__What to do__: Counting only lines that contain "routing", state the total found in the material below. Add nothing else.

__Available data__:
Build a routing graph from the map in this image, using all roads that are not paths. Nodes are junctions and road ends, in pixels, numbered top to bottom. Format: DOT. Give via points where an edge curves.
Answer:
--
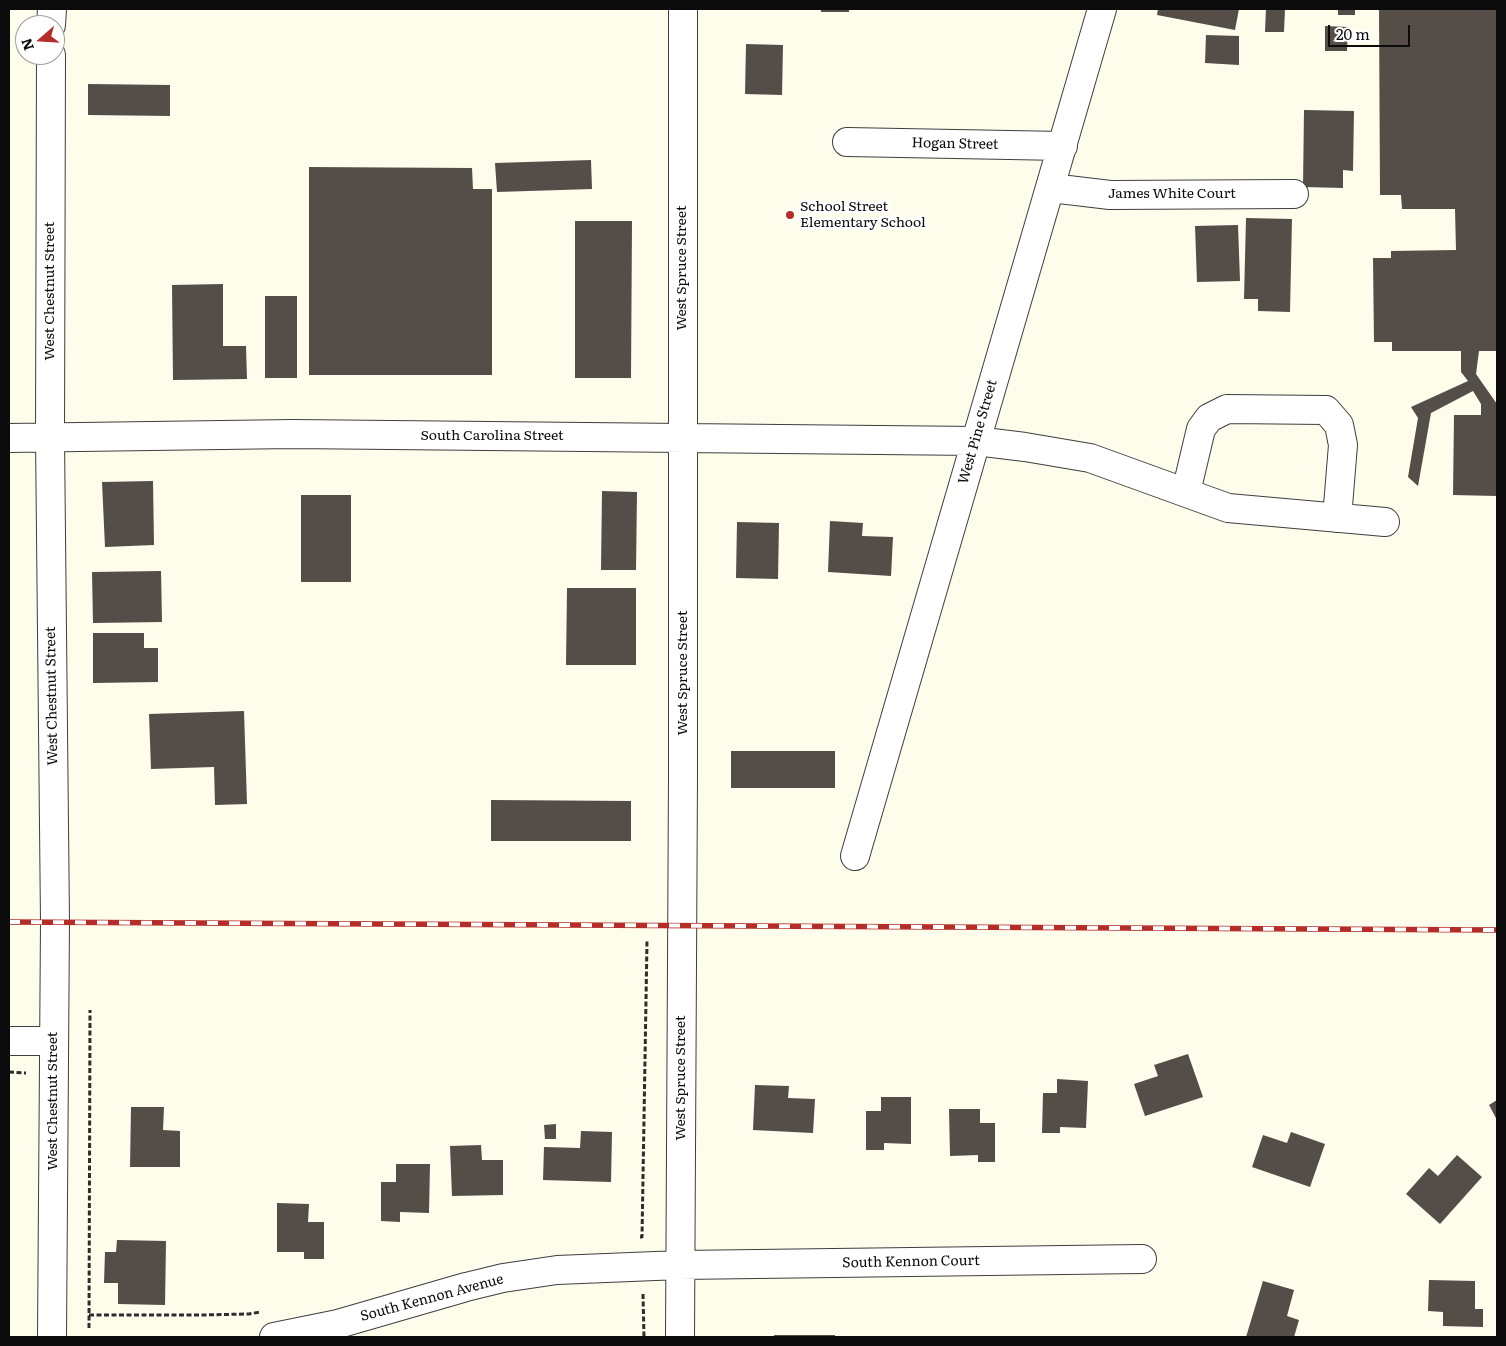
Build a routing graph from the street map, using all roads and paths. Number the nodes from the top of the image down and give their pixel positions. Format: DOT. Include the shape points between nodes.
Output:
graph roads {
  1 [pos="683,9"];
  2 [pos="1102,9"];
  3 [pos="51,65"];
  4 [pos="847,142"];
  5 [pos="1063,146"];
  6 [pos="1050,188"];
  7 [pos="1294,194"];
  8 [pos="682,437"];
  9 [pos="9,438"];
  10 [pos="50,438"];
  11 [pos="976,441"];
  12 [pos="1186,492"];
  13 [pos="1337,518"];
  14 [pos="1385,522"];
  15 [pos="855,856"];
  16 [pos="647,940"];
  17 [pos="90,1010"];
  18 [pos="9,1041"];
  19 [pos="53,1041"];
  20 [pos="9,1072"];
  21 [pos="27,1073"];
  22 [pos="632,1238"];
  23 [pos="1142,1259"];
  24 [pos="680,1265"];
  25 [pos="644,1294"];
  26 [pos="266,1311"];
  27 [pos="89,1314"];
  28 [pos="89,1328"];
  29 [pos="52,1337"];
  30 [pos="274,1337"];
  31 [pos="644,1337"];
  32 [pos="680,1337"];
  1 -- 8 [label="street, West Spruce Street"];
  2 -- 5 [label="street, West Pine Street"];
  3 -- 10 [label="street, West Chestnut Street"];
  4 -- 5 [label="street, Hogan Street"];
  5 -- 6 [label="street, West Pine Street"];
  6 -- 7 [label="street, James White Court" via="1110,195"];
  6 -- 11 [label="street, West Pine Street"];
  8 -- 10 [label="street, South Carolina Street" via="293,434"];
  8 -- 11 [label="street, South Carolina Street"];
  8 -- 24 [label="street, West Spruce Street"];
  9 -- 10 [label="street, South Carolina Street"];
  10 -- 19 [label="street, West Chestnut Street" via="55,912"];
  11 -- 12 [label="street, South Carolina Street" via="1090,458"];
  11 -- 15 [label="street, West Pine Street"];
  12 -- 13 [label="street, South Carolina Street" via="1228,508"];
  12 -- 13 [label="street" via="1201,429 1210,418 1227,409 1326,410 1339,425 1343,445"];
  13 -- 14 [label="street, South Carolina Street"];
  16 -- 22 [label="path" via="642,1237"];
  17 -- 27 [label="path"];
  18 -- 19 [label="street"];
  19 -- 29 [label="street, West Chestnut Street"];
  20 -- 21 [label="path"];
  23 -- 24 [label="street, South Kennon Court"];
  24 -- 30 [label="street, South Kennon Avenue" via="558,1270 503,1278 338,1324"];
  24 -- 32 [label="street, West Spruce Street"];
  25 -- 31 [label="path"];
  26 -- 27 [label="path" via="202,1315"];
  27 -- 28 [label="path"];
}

__Final answer__: 2